Finding Burgers, Bars and the Best Yelpers in Town

A Digestible PySpark Tutorial for Avid Python Users — Part 1

Photo by Eaters Collective on Unsplash

Some time back, Yelp made the move to share its repository to the public. As a Yelp user, when I learnt that it included a wealth of information on businesses, user reviews and user characteristics, I was eager to work on it. However, I quickly hit a roadblock when I realized that some of the files were to big too be uploaded onto my Jupyter Notebook. For someone with no prior coding experience, and who was just beginning to learn the basics of data analysis and machine learning, I decided to put that on hold.

Fast forward to yesterday. After spending the weekend trying to set up PySpark in Jupyter, I found out that Google Colab provides a much simpler solution to working with big data via PySpark, without all the frustrations of downloading and working with it locally. Naturally, I decided to work with the Yelp users dataset.

So again, I’ve decided to put the puzzle pieces together to make the journey as painless for someone else as I can make it. Whether you’ve stumbled across this article, or are facing similar frustrations, I’ve put together a menu for you below, so you can decide for yourself if this is worth your stay.

How PySpark Works: A Brief Recap

In summary, PySpark is a distributed computing framework: it allows data to be processed in parallel by distributing it across several nodes.

Distributed Data Parallelism

In general, operations on the memory are computationally cheaper than those on networks and disks. Spark gives users the option for significantly faster computing than systems like Hadoop by shifting as many operations on memory and minimize the amount on network, thereby reducing network traffic.

A Smooth and Easy PySpark Setup on Colab

Photo by Fahrul Azmi on Unsplash

Here is a list of libraries you’ll need to get started:

OS — to set your environment variables
findspark — makes PySpark importable
pyspark.sql.SparkSession — to access Spark functionality and work with Spark DataFrames
google.colab.driv e — to access the data file on my Drive
the file type you’re working with (in my case, it’s json)

Asif Ahmed wrote a greatarticle which I referenced to aid me in the installation of PySpark. This process is universal, so anyone can use the same block of code to download PySpark onto Colab. The only thing you should take note off is the version of Spark you’re downloading. It should be the latest one available. I’ve made a comment where this is relevant, and documented some of what is going on in the code below.

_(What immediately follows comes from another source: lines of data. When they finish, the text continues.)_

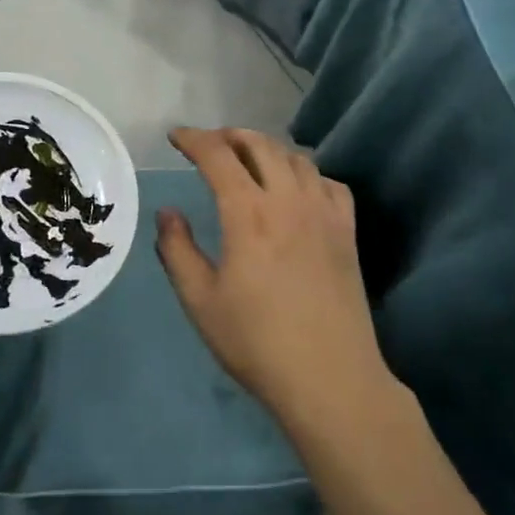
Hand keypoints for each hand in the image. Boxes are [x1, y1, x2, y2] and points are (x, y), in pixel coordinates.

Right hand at [156, 128, 387, 428]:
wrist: (331, 379)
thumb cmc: (256, 342)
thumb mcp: (200, 301)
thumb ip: (177, 250)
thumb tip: (168, 212)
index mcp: (249, 213)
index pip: (217, 155)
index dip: (193, 139)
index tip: (175, 137)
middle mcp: (288, 200)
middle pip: (259, 145)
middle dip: (228, 136)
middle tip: (208, 145)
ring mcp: (324, 213)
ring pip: (295, 157)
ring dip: (266, 148)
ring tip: (247, 160)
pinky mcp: (347, 231)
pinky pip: (328, 182)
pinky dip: (305, 173)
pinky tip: (296, 189)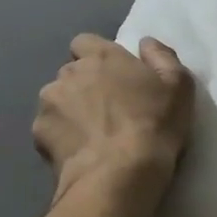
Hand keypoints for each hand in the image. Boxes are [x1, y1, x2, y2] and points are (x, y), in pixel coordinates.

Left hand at [33, 34, 194, 201]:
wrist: (118, 175)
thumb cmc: (153, 125)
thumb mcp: (179, 87)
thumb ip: (161, 57)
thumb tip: (145, 43)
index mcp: (102, 56)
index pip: (84, 42)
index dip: (95, 56)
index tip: (112, 76)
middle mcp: (69, 72)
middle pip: (71, 72)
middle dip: (84, 85)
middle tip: (106, 109)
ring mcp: (49, 102)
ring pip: (56, 99)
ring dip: (69, 109)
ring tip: (89, 134)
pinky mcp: (38, 132)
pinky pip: (48, 128)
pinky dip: (59, 136)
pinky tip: (77, 152)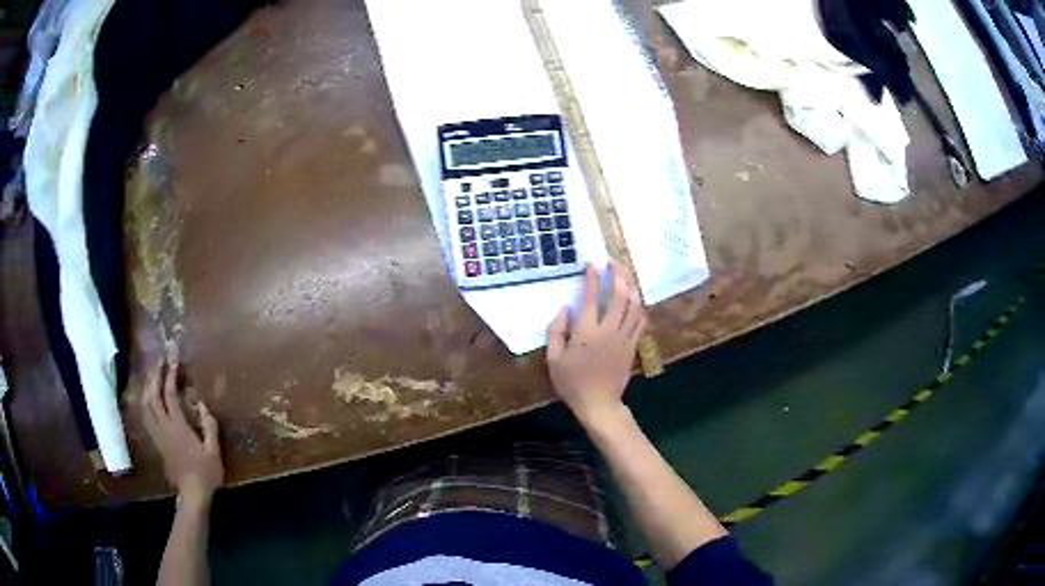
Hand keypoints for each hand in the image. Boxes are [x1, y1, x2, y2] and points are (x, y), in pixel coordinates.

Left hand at [143, 362, 223, 506]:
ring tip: (152, 376)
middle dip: (155, 377)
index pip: (170, 396)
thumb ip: (209, 426)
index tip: (174, 361)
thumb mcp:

!apt-get install openjdk-8-jdk-headless -qq > /dev/null
!wget -q https://www-us.apache.org/dist/spark/spark-2.4.3/spark-2.4.3-bin-hadoop2.7.tgz #based on latest version
!tar xf spark-2.4.3-bin-hadoop2.7.tgz
!pip install -q findspark

#setting the environment variables
os.environ["JAVA_HOME"] = "/usr/lib/jvm/java-8-openjdk-amd64"
os.environ["SPARK_HOME"] = "/content/spark-2.4.3-bin-hadoop2.7" #based on latest version

#finds PySpark to make it importable
findspark.init()
spark = SparkSession.builder.master("local[*]").getOrCreate()

To avoid the long wait time required to upload a huge file onto colab, I uploaded my files onto Google Drive and gave my notebook access to it.

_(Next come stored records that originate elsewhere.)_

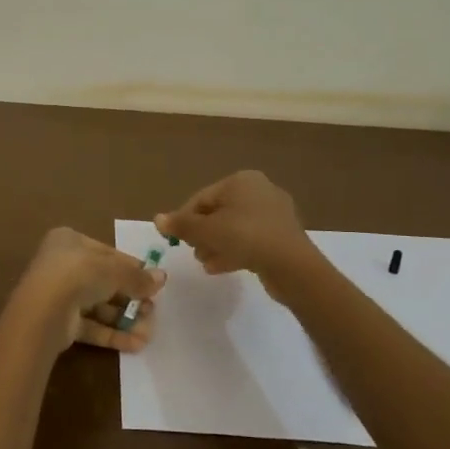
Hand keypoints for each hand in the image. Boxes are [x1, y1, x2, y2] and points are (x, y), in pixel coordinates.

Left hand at [10, 227, 164, 354]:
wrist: (45, 311)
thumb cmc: (79, 275)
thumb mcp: (114, 270)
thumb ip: (137, 276)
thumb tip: (162, 278)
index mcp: (69, 241)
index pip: (107, 253)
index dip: (132, 268)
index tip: (153, 282)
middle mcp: (62, 265)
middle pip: (104, 281)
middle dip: (131, 298)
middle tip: (153, 310)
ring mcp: (60, 295)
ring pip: (99, 306)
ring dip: (125, 319)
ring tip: (149, 332)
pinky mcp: (60, 322)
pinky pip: (91, 326)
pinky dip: (112, 334)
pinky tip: (136, 344)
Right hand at [157, 171, 315, 283]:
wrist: (293, 266)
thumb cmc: (246, 237)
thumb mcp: (207, 231)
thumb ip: (181, 225)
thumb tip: (156, 219)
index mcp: (241, 180)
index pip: (202, 198)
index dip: (185, 218)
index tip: (175, 239)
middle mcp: (259, 190)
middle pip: (218, 212)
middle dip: (202, 233)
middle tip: (192, 251)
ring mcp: (274, 212)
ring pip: (234, 227)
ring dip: (215, 244)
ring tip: (205, 262)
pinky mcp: (282, 235)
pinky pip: (250, 239)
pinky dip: (234, 250)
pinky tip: (219, 267)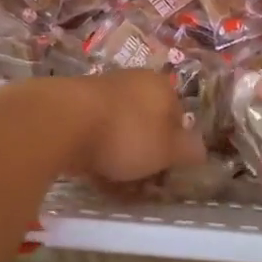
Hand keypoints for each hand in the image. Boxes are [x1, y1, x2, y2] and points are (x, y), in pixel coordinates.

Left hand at [45, 71, 208, 183]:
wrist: (61, 121)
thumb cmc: (127, 134)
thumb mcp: (168, 150)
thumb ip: (188, 150)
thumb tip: (199, 150)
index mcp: (161, 85)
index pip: (179, 117)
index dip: (175, 147)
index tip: (166, 171)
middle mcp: (132, 81)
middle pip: (147, 122)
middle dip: (145, 150)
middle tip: (141, 180)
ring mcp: (100, 90)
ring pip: (119, 128)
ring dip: (119, 153)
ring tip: (113, 181)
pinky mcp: (72, 104)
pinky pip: (93, 132)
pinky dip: (95, 150)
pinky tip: (90, 171)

drive.mount('/content/drive') #produces a link with instructions to enter an authentication code

Once you’ve entered the authentication code, click on the arrow button on the left of your Colab Notebook, and search for your file.

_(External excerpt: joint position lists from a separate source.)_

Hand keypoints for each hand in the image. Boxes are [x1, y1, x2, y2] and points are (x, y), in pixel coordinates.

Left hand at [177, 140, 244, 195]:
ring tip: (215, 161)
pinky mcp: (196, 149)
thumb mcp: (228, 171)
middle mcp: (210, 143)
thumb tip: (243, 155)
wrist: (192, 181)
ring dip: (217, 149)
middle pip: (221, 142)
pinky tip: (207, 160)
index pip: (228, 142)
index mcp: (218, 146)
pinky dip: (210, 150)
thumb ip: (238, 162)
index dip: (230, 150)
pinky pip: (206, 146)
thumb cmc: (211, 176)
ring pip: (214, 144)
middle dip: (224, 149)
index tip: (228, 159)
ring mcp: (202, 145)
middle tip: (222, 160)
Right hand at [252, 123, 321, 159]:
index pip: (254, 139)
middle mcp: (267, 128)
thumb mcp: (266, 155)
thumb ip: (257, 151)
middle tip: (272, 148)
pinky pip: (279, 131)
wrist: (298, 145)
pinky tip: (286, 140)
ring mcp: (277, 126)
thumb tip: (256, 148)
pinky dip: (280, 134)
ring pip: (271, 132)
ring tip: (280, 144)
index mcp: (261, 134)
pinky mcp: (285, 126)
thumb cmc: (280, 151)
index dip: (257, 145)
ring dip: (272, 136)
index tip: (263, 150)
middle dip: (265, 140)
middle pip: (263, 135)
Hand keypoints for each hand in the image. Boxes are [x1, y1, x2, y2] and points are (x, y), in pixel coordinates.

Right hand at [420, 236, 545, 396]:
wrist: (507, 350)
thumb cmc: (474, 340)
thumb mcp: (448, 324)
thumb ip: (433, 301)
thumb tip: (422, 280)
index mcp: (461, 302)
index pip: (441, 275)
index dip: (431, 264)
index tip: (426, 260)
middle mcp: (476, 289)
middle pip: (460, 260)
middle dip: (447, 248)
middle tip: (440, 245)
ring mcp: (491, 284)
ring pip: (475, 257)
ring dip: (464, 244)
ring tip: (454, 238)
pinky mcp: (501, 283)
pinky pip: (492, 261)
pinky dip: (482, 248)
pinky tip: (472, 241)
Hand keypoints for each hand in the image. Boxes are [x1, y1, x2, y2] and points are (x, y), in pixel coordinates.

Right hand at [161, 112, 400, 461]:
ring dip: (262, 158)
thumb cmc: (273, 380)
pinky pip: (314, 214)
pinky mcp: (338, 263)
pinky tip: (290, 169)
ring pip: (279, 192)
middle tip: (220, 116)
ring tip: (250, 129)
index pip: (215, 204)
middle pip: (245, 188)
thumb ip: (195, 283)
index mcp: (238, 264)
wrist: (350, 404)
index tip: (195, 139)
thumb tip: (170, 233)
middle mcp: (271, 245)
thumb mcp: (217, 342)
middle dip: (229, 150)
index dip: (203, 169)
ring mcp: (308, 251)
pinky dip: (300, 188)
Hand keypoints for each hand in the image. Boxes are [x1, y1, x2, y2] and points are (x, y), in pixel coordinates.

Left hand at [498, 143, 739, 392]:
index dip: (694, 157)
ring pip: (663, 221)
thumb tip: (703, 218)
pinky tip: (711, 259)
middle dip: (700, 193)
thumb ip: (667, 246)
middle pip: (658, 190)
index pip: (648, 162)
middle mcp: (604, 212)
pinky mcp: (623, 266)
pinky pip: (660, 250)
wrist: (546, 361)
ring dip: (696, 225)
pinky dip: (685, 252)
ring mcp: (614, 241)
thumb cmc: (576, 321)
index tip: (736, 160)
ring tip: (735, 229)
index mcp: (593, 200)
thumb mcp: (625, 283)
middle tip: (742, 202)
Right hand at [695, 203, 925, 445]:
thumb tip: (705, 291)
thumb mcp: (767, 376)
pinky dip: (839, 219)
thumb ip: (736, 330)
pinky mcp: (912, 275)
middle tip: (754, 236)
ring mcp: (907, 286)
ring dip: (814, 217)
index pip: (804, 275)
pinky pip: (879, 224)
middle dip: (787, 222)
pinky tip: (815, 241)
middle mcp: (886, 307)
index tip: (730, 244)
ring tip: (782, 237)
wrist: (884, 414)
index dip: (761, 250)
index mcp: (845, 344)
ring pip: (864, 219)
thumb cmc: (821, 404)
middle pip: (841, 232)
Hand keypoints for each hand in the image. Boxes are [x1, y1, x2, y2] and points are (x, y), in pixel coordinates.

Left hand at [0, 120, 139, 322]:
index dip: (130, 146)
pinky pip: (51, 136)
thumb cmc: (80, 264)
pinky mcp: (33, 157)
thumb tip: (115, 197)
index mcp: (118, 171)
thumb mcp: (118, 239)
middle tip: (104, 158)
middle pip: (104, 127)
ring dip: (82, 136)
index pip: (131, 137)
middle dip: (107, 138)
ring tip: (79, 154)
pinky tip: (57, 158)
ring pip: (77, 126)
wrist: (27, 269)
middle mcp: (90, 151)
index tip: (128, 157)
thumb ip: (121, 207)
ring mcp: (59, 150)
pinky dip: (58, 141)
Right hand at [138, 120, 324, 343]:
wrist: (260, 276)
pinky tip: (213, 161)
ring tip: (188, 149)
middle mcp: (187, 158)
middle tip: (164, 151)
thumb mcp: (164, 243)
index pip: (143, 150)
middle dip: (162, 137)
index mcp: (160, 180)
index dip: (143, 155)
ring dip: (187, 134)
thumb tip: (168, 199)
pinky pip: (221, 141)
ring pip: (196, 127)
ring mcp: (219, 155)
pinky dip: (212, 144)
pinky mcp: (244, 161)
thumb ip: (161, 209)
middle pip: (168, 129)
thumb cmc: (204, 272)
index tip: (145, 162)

Accessing Your Data File Via The Arrow Button

Once you’ve found your file, right click on it and copy its path. Pass its string through spark.read.filetype() . Disclaimer: this will not work if you don’t add a “/” in the beginning of the path you copied!

To my pleasant surprise, spark.read.json() automatically infers the schema of my nested JSON file, and converts it into a PySpark DataFrame.

Exploration

Photo by Andrew Neel on Unsplash

Below is a list of methods I’ve applied to my PySpark DataFrame to explore my dataset.

df.printSchema() returns a neat tree format of information about the dataframe.

Example of a dataframe schema in tree format

df.select() is a method for querying. Features you want to display select and SQL-like operations are passed through this method. Mentioning features is not necessary, however, without them the query returns boolean values. Either way, the resulting output is always a list of rows, not a dataframe.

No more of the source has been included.